Create a Triton Inference Server Python Backend

This section will guide you through creating a Python function that performs a linear transformation on a given input. The function will be wrapped in a way that you can use it with the Triton Inference Server.

  1. Create a new notebook server using the default Kale Docker image. The image will have the following naming scheme:

    gcr.io/arrikto/jupyter-kale-py38:<IMAGE_TAG>

    Note

    The <IMAGE_TAG> varies based on the MiniKF or Arrikto EKF release.

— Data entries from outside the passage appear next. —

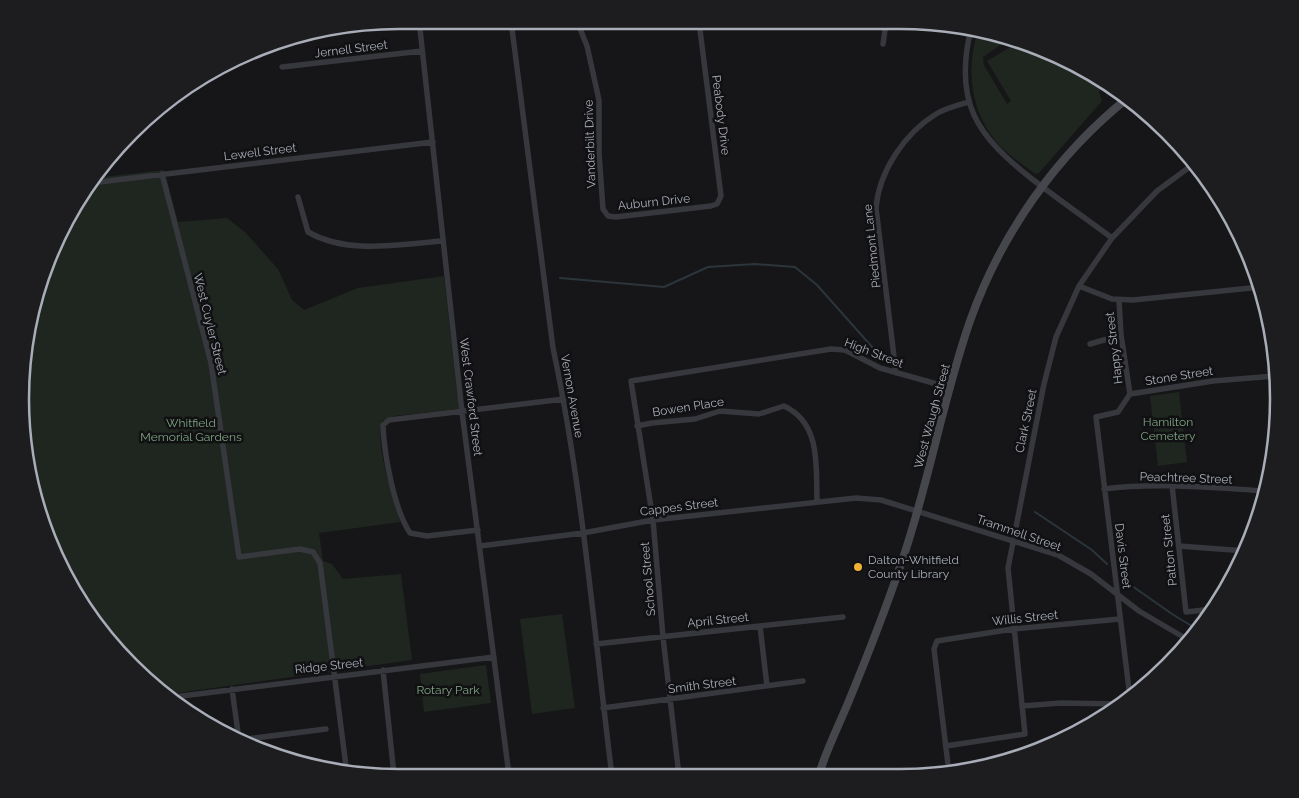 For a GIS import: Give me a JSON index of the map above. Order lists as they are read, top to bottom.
{
  "streets": {
    "street": [
      "Jernell Street",
      "Peabody Drive",
      "Vanderbilt Drive",
      "Lewell Street",
      "Auburn Drive",
      "Piedmont Lane",
      "West Cuyler Street",
      "Happy Street",
      "High Street",
      "Stone Street",
      "Vernon Avenue",
      "West Crawford Street",
      "Bowen Place",
      "West Waugh Street",
      "Clark Street",
      "Peachtree Street",
      "Cappes Street",
      "Trammell Street",
      "Patton Street",
      "Davis Street",
      "School Street",
      "Willis Street",
      "April Street",
      "Ridge Street",
      "Smith Street"
    ]
  },
  "crossings": [
    ["Jernell Street", "West Crawford Street"],
    ["Peabody Drive", "Auburn Drive"],
    ["Vanderbilt Drive", "Auburn Drive"],
    ["Lewell Street", "West Cuyler Street"],
    ["Lewell Street", "West Crawford Street"],
    ["Piedmont Lane", "High Street"],
    ["West Cuyler Street", "Ridge Street"],
    ["Happy Street", "Stone Street"],
    ["High Street", "West Waugh Street"],
    ["High Street", "School Street"],
    ["Stone Street", "Davis Street"],
    ["Vernon Avenue", "Cappes Street"],
    ["Vernon Avenue", "April Street"],
    ["Vernon Avenue", "Smith Street"],
    ["West Crawford Street", "Cappes Street"],
    ["West Crawford Street", "Ridge Street"],
    ["Bowen Place", "Cappes Street"],
    ["Bowen Place", "School Street"],
    ["West Waugh Street", "Trammell Street"],
    ["Clark Street", "Trammell Street"],
    ["Clark Street", "Willis Street"],
    ["Peachtree Street", "Patton Street"],
    ["Peachtree Street", "Davis Street"],
    ["Cappes Street", "Trammell Street"],
    ["Cappes Street", "School Street"],
    ["Trammell Street", "Davis Street"],
    ["Davis Street", "Willis Street"],
    ["School Street", "April Street"],
    ["School Street", "Smith Street"]
  ],
  "parks": ["Hamilton Cemetery", "Whitfield Memorial Gardens", "Rotary Park"],
  "places": ["Dalton-Whitfield County Library"]
} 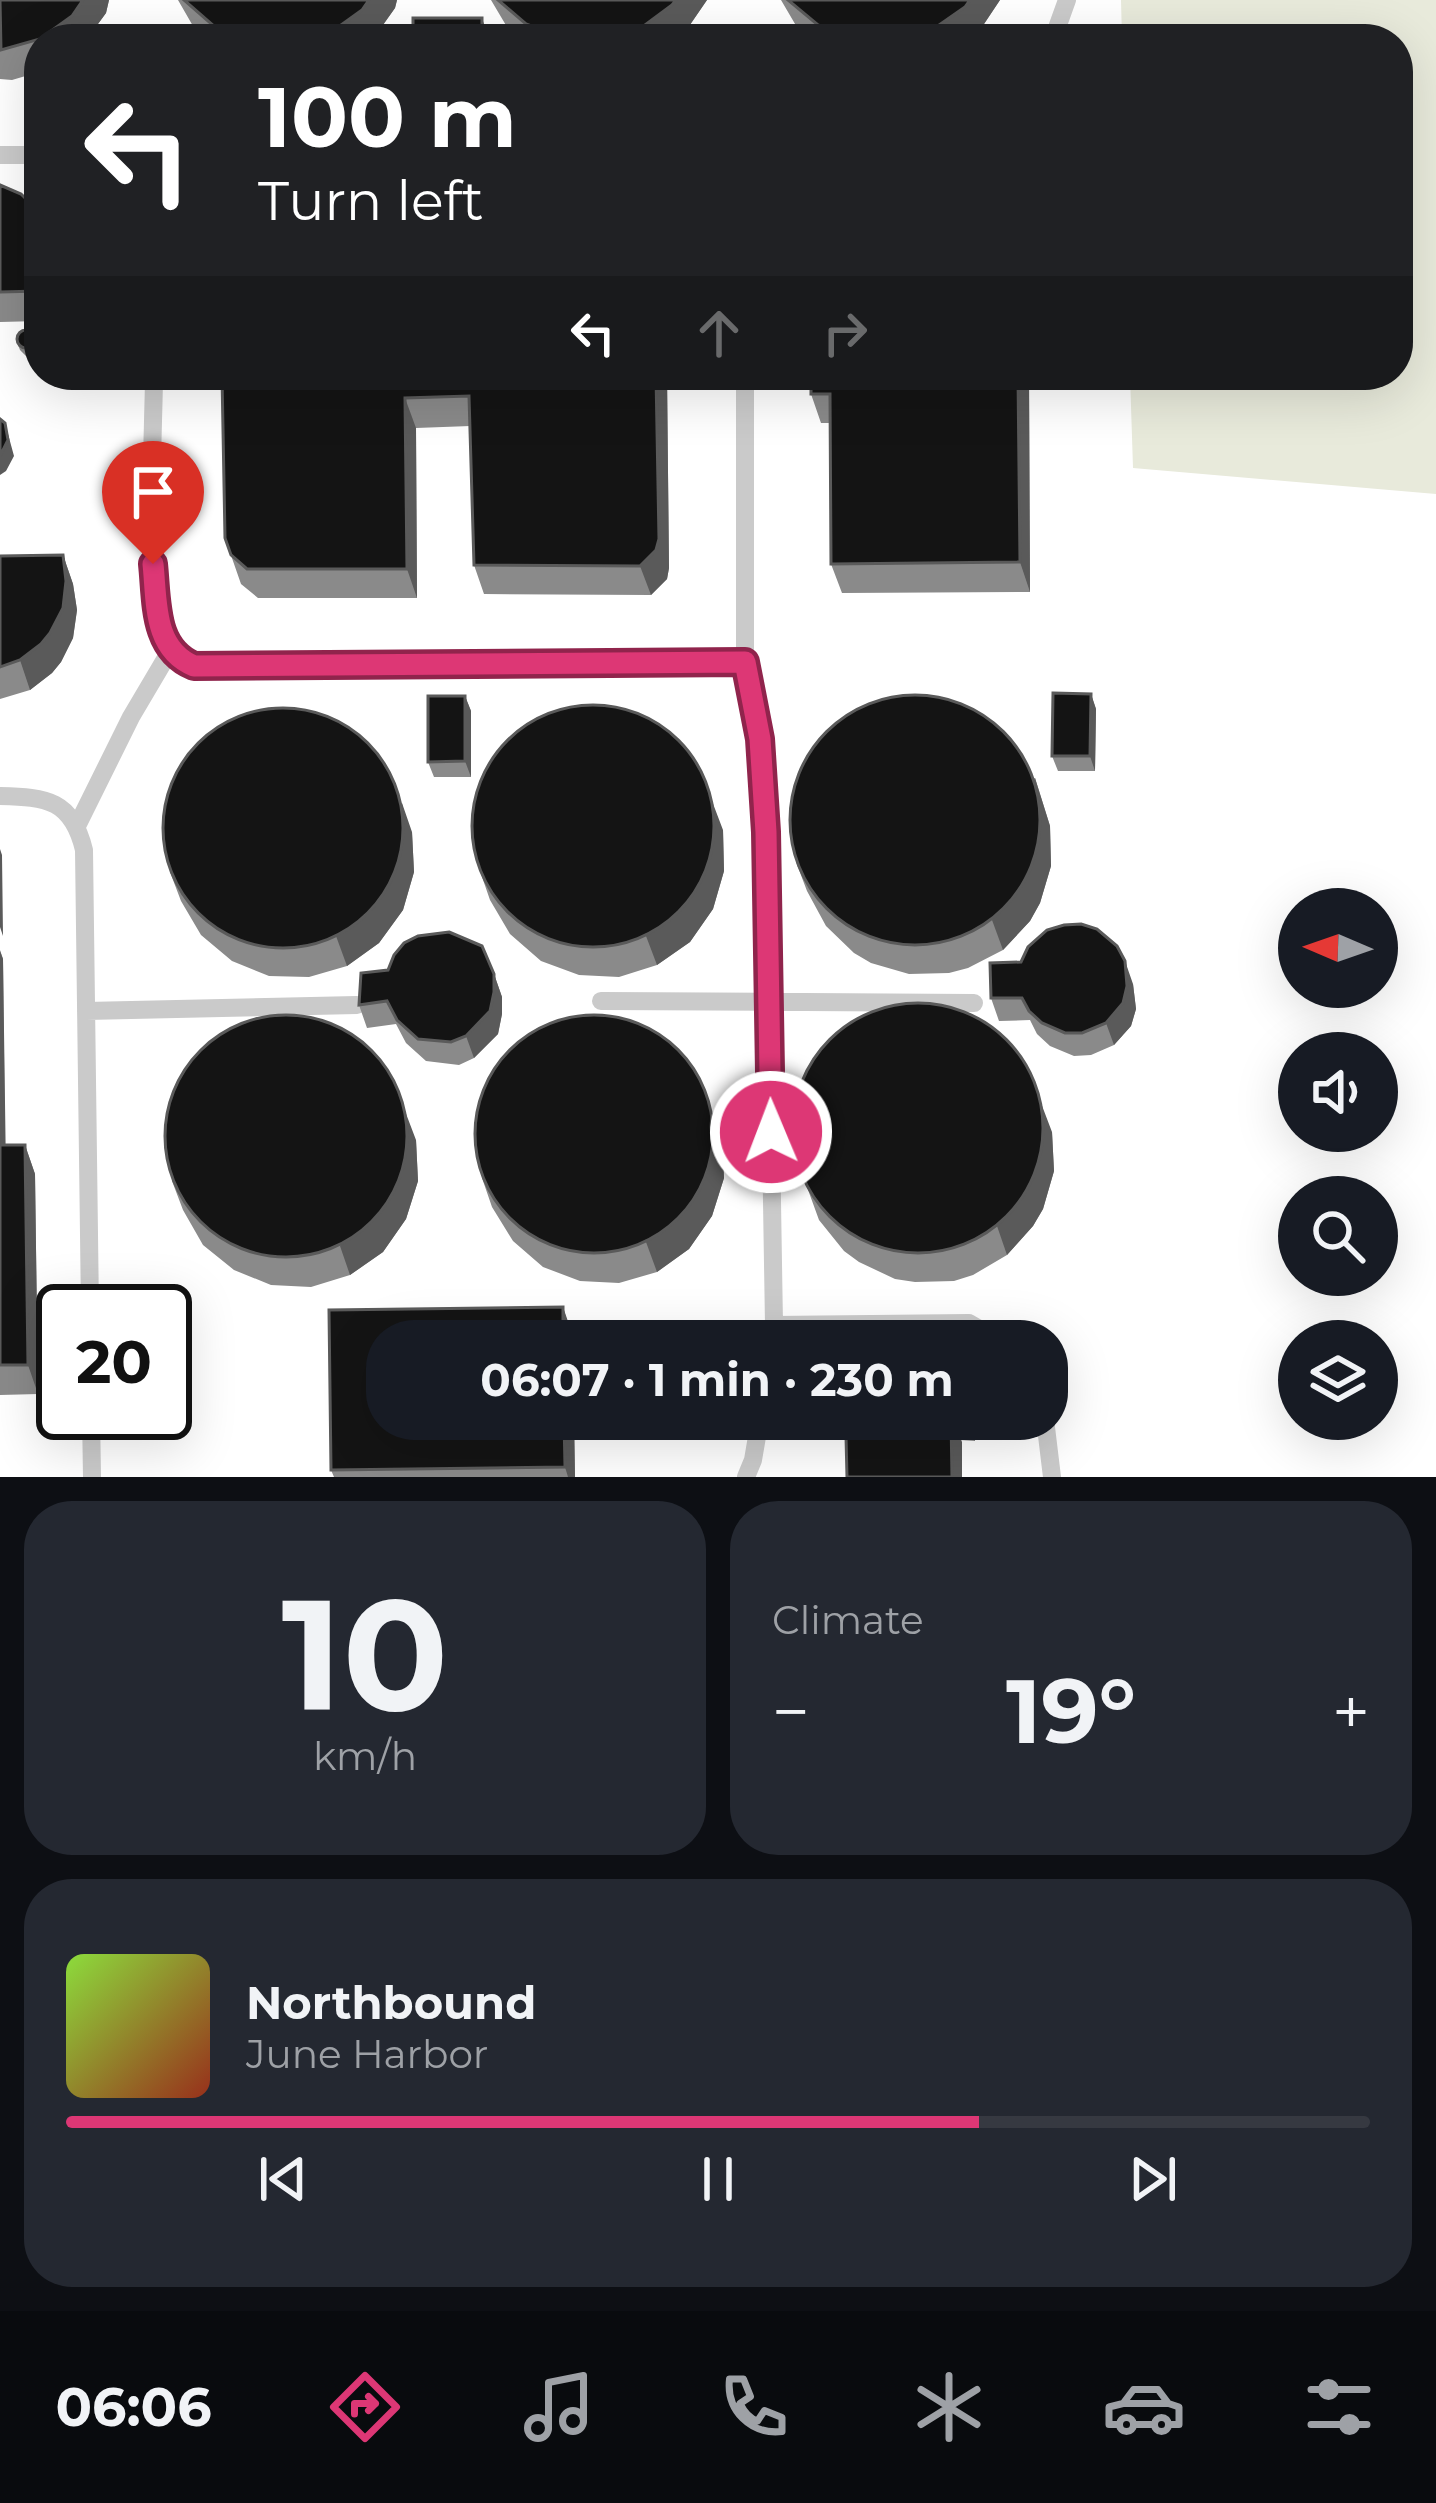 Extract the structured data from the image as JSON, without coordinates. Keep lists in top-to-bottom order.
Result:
{
  "north": "left",
  "page": {
    "turn": ["100 m", "Turn left"],
    "limit": "20",
    "trip": "06:07 · 1 min · 230 m",
    "tile": [
      ["10", "km/h"],
      "Climate"
    ],
    "heat": ["−", "19°", "+"],
    "song": ["Northbound", "June Harbor"],
    "tabs": "06:06"
  }
} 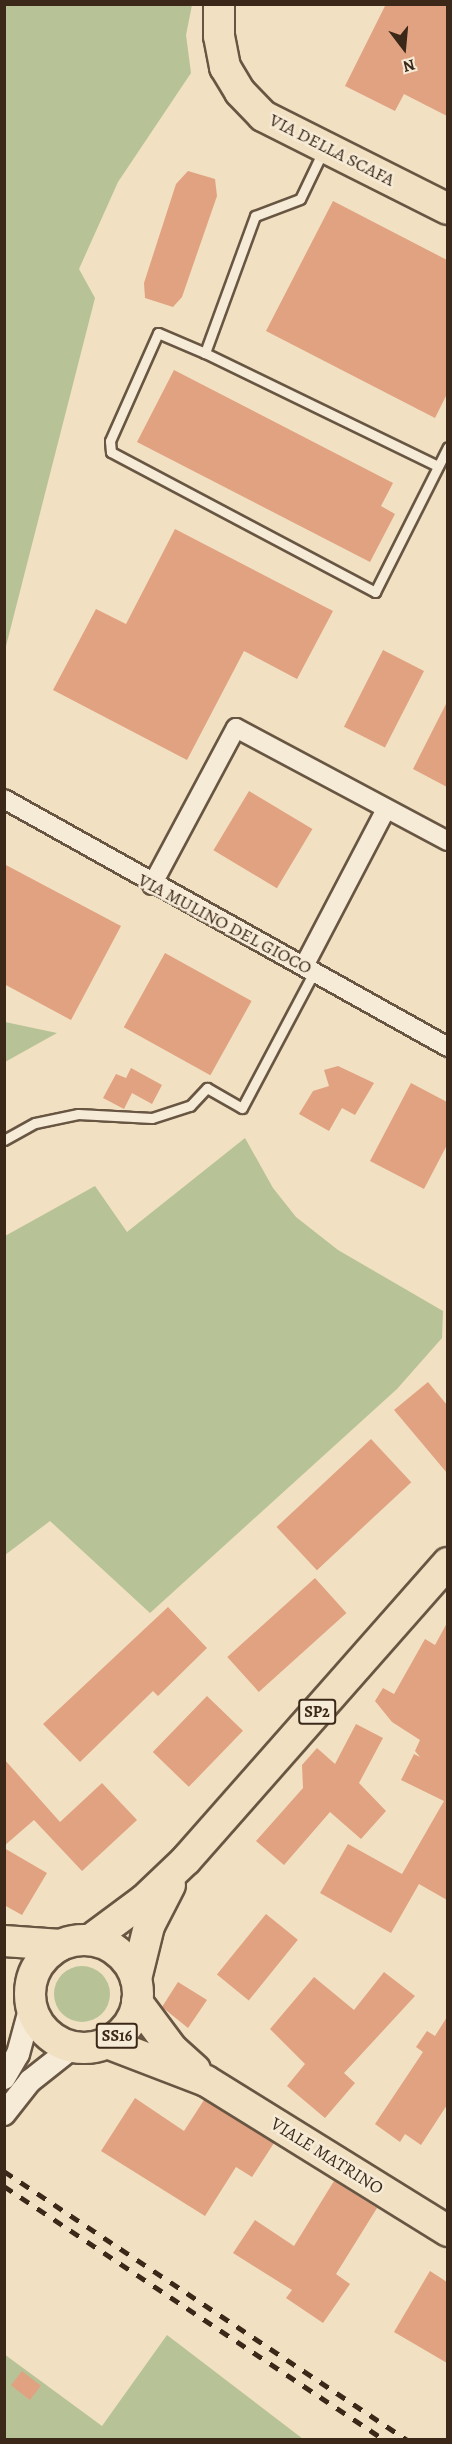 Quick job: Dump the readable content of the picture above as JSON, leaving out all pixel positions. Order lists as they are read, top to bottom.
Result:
{
  "streets": {
    "main road": [
      "VIA DELLA SCAFA",
      "SP2",
      "SS16",
      "VIALE MATRINO"
    ],
    "street": ["VIA MULINO DEL GIOCO"]
  },
  "crossings": [
    ["SP2", "SS16"],
    ["SP2", "VIALE MATRINO"],
    ["SS16", "VIALE MATRINO"]
  ],
  "north": "bottom"
} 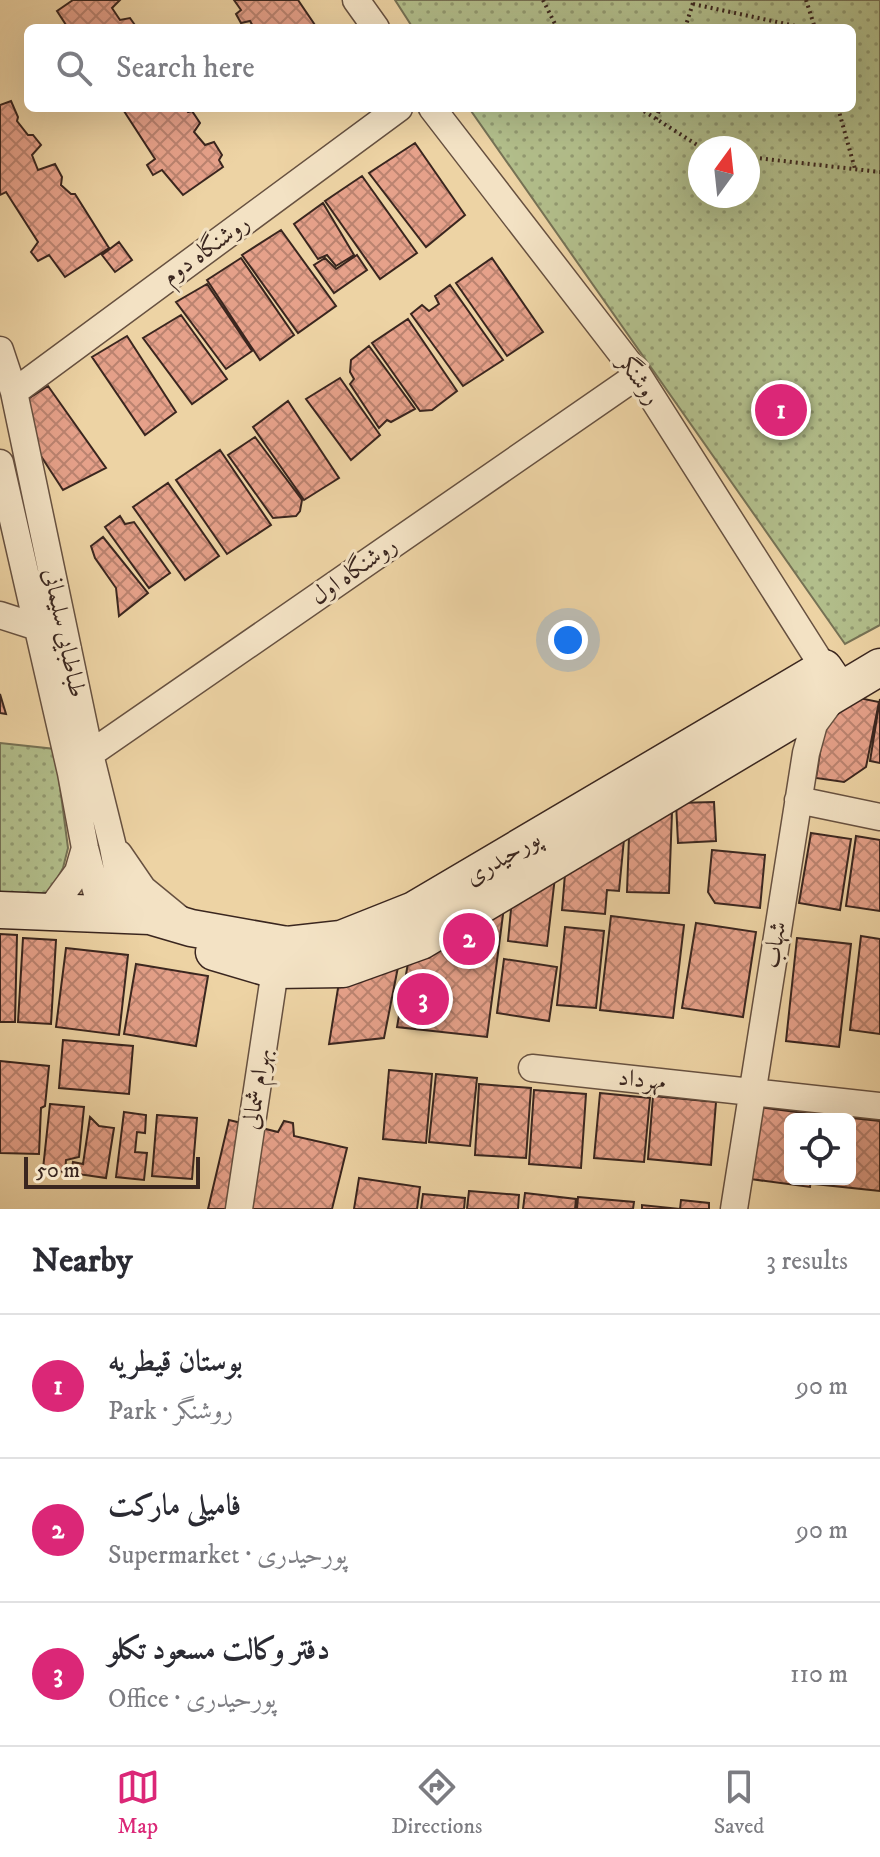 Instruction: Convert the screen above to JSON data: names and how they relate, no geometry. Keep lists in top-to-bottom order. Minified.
{"streets":{"main road":["پورحیدری"],"street":["روشنگاه دوم","روشنگر","روشنگاه اول","طباطبایی سلیمانی","شهاب","مهرداد","بهرام شمالی"]},"crossings":[["روشنگاه دوم","طباطبایی سلیمانی"],["روشنگر","روشنگاه اول"],["روشنگر","پورحیدری"],["روشنگر","شهاب"],["روشنگاه اول","طباطبایی سلیمانی"],["طباطبایی سلیمانی","پورحیدری"],["پورحیدری","شهاب"],["پورحیدری","بهرام شمالی"],["شهاب","مهرداد"]],"scale_bar":"50 m","north":"top","page":{"search":"Search here","pins":["1","2","3"],"scale":"50 m","heading":["Nearby","3 results"],"list":[{"mark":"1","name":"بوستان قیطریه","note":"Park · روشنگر","value":"90 m"},{"mark":"2","name":"فامیلی مارکت","note":"Supermarket · پورحیدری","value":"90 m"},{"mark":"3","name":"دفتر وکالت مسعود تکلو","note":"Office · پورحیدری","value":"110 m"}],"nav":["Map","Directions","Saved"]}}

  2. Connect to the notebook server, open a terminal, and create a new folder. Name it linear and navigate to it:

    $ mkdir linear && cd linear
  3. Create a file to place the configuration of your Python backend:

    $ touch config.pbtxt
  4. Copy and paste the following text inside the config.pbtxt file:

    name: "linear" backend: "python" input [{ name: "INPUT" data_type: TYPE_FP32 dims: [ 4 ] }] output [{ name: "OUTPUT" data_type: TYPE_FP32 dims: [ 4 ] }] instance_group [{ kind: KIND_CPU }]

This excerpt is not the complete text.